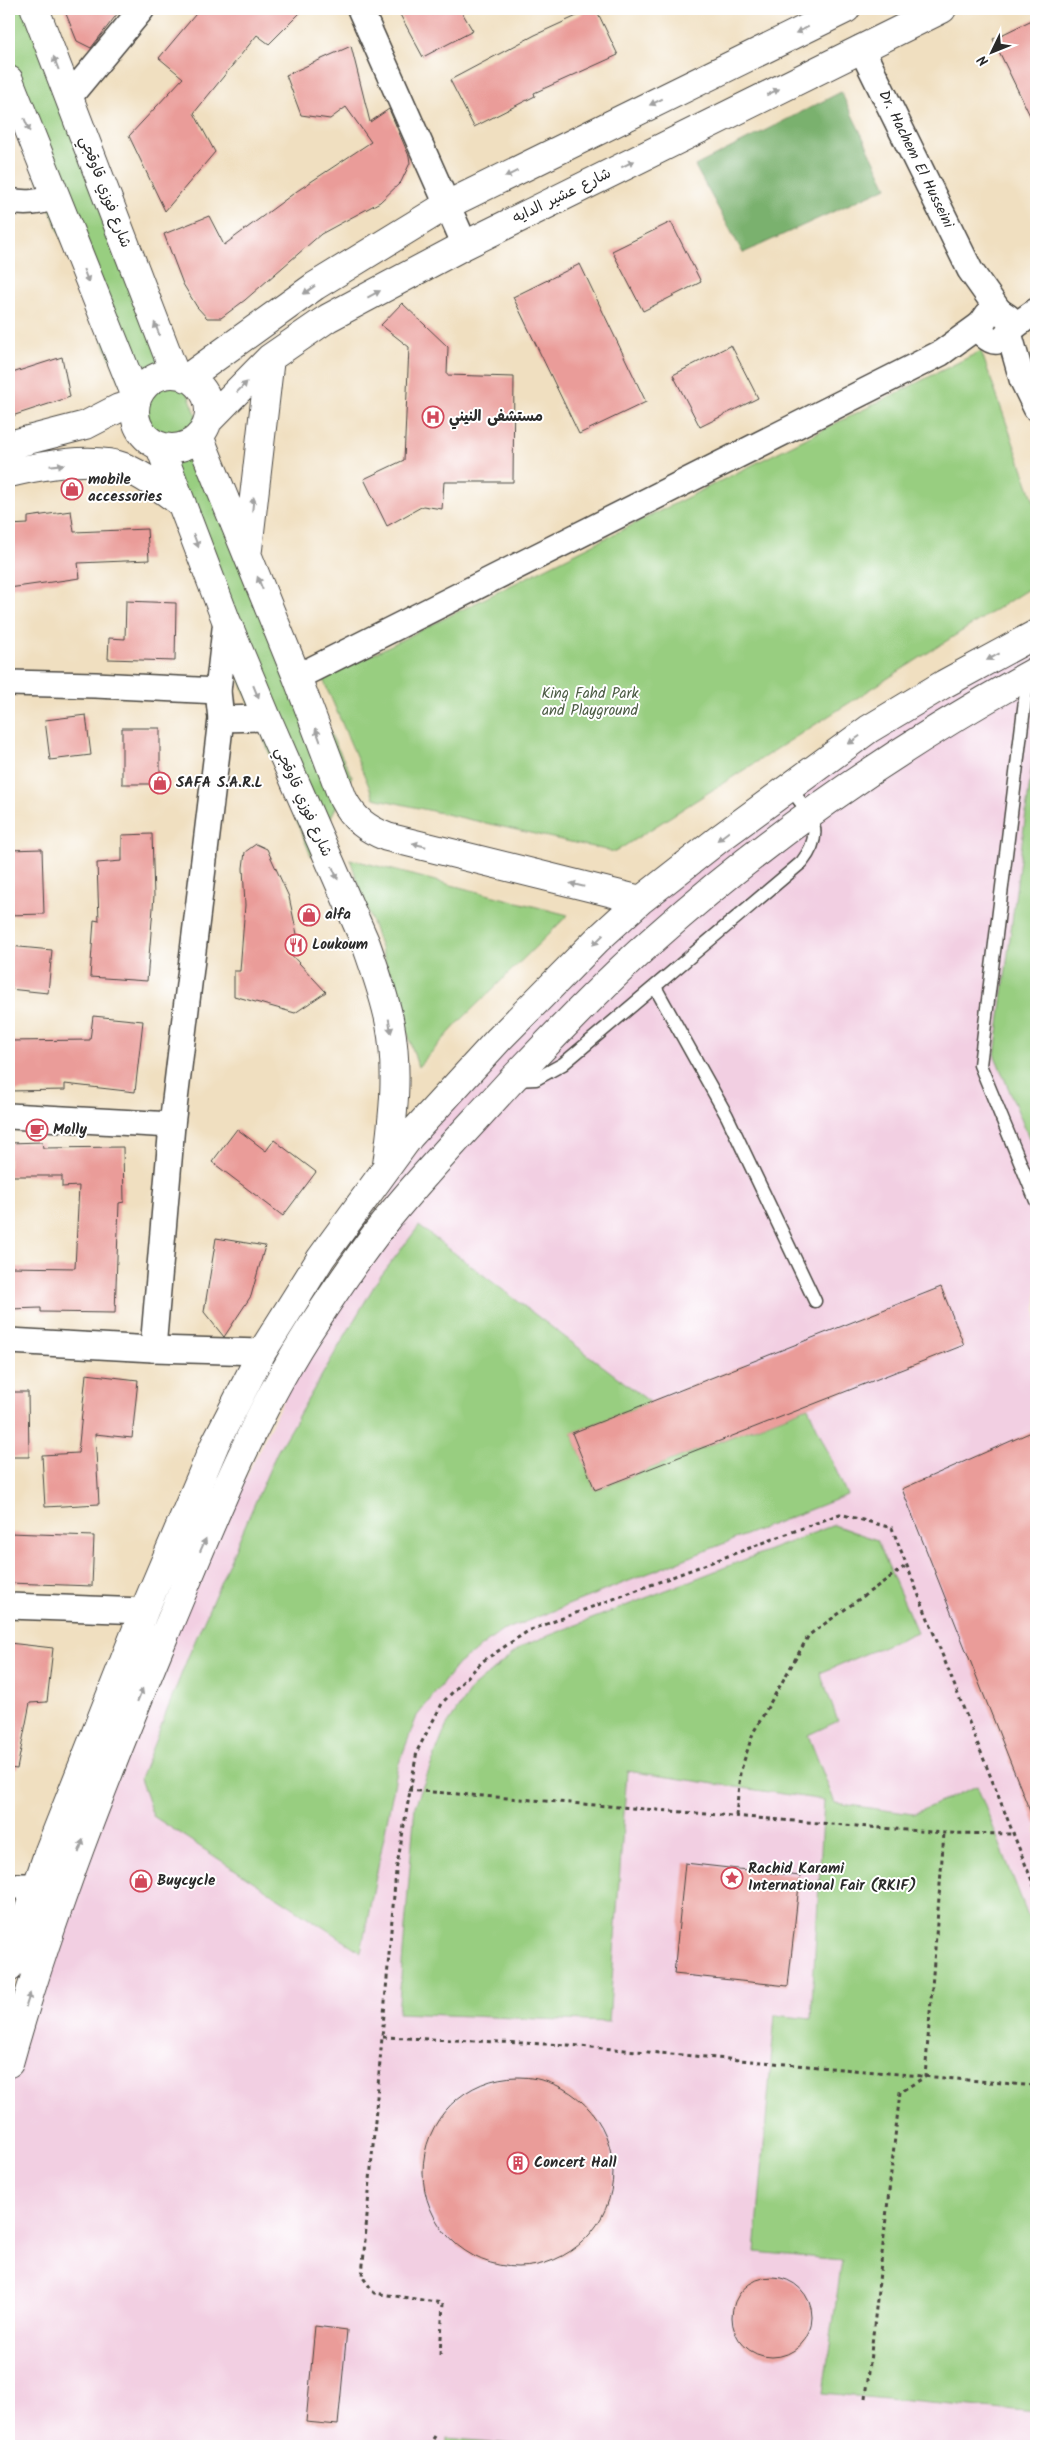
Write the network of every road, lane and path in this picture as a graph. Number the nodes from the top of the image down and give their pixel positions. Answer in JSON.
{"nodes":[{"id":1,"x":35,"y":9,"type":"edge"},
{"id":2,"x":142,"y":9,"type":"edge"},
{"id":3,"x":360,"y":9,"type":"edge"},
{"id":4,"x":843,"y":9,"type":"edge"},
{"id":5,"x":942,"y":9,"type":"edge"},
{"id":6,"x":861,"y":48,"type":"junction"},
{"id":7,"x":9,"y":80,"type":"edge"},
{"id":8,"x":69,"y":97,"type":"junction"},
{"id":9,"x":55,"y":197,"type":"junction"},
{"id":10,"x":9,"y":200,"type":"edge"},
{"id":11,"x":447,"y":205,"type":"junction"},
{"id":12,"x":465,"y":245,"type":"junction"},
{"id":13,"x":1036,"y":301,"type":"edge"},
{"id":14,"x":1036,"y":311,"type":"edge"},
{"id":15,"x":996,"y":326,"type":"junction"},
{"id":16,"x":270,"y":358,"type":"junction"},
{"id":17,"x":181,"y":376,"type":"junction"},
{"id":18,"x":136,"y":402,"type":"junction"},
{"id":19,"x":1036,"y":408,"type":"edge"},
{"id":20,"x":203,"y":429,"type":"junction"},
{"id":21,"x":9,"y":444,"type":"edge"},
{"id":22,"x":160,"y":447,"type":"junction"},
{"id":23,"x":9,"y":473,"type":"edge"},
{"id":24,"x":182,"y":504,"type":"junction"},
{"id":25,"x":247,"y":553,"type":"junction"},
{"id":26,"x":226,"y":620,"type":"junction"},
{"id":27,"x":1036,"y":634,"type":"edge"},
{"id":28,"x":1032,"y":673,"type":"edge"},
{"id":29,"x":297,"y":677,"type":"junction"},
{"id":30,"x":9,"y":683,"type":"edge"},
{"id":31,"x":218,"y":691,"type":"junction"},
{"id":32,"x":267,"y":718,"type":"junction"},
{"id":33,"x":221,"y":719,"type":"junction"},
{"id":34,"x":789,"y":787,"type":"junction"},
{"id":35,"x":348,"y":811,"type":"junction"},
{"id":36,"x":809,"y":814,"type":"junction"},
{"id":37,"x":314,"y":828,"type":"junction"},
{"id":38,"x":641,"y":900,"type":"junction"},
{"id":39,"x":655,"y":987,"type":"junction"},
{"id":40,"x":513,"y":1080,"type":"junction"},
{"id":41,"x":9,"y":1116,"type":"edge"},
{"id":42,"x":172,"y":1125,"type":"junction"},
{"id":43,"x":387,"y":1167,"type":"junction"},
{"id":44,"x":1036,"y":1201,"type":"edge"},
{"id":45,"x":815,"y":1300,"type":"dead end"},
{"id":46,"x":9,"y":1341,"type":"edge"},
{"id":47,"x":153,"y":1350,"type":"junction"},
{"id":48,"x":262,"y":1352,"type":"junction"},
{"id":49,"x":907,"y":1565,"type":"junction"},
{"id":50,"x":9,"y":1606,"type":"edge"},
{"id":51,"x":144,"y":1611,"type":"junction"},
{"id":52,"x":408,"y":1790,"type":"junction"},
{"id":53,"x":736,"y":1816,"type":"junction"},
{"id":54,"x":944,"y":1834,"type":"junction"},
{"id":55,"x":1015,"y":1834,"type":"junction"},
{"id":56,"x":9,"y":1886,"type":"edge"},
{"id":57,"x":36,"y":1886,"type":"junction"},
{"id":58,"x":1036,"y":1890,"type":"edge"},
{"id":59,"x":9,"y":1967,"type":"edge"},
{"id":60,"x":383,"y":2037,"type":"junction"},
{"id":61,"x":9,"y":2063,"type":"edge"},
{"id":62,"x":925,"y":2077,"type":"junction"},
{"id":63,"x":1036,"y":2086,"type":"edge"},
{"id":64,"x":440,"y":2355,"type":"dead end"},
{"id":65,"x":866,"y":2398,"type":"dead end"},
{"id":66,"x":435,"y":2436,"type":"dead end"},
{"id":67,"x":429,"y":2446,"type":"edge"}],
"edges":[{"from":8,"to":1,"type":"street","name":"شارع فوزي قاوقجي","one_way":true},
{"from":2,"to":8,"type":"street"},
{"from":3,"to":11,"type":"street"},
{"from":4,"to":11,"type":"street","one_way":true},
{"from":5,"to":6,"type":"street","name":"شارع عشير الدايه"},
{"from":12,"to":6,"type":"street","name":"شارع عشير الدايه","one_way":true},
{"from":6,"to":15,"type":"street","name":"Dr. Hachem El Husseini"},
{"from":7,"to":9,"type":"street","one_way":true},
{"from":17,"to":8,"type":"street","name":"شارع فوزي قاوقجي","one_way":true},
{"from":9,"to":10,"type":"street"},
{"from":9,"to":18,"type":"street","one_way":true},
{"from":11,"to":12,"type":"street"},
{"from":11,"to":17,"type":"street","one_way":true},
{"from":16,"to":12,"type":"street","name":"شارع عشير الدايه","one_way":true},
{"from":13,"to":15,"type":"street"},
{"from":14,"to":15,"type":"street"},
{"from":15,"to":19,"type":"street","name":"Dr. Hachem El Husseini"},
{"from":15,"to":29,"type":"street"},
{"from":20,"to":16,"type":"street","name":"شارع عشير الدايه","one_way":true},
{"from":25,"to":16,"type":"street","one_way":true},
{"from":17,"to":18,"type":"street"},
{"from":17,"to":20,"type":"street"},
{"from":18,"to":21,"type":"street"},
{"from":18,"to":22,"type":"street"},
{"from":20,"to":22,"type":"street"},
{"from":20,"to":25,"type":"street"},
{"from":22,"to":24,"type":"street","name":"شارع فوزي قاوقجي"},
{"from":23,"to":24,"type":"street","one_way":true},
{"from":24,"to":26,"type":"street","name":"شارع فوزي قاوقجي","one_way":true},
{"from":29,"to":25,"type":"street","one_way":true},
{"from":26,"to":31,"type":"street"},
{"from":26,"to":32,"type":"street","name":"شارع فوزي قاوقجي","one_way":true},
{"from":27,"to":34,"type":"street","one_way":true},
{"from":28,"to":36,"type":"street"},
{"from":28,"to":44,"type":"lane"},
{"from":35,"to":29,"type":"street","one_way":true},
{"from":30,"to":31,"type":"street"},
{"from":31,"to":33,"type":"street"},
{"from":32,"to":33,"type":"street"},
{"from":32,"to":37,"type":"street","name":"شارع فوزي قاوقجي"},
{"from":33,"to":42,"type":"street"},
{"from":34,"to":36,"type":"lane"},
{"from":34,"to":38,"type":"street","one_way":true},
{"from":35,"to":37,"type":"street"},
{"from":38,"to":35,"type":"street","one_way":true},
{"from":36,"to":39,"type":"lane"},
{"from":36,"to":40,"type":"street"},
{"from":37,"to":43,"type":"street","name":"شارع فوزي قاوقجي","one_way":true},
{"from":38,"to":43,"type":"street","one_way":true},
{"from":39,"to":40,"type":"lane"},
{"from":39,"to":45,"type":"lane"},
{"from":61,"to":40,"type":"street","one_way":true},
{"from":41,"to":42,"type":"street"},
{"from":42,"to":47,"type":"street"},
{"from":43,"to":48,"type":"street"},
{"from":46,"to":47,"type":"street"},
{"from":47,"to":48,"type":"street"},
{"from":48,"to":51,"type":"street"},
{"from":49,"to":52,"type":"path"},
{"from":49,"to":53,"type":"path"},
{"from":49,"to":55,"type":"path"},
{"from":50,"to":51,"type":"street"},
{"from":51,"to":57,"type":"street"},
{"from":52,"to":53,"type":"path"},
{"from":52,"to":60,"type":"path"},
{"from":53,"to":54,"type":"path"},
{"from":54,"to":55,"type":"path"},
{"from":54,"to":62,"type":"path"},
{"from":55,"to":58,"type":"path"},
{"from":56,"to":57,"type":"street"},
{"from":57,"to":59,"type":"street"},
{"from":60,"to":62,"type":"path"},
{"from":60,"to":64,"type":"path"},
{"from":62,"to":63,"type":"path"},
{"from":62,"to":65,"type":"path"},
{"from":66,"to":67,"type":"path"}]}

___

TO DO
Go through the entries and return each line where the word "Hachem" occurs.

WRITTEN RESPONSE
{"from":6,"to":15,"type":"street","name":"Dr. Hachem El Husseini"},
{"from":15,"to":19,"type":"street","name":"Dr. Hachem El Husseini"},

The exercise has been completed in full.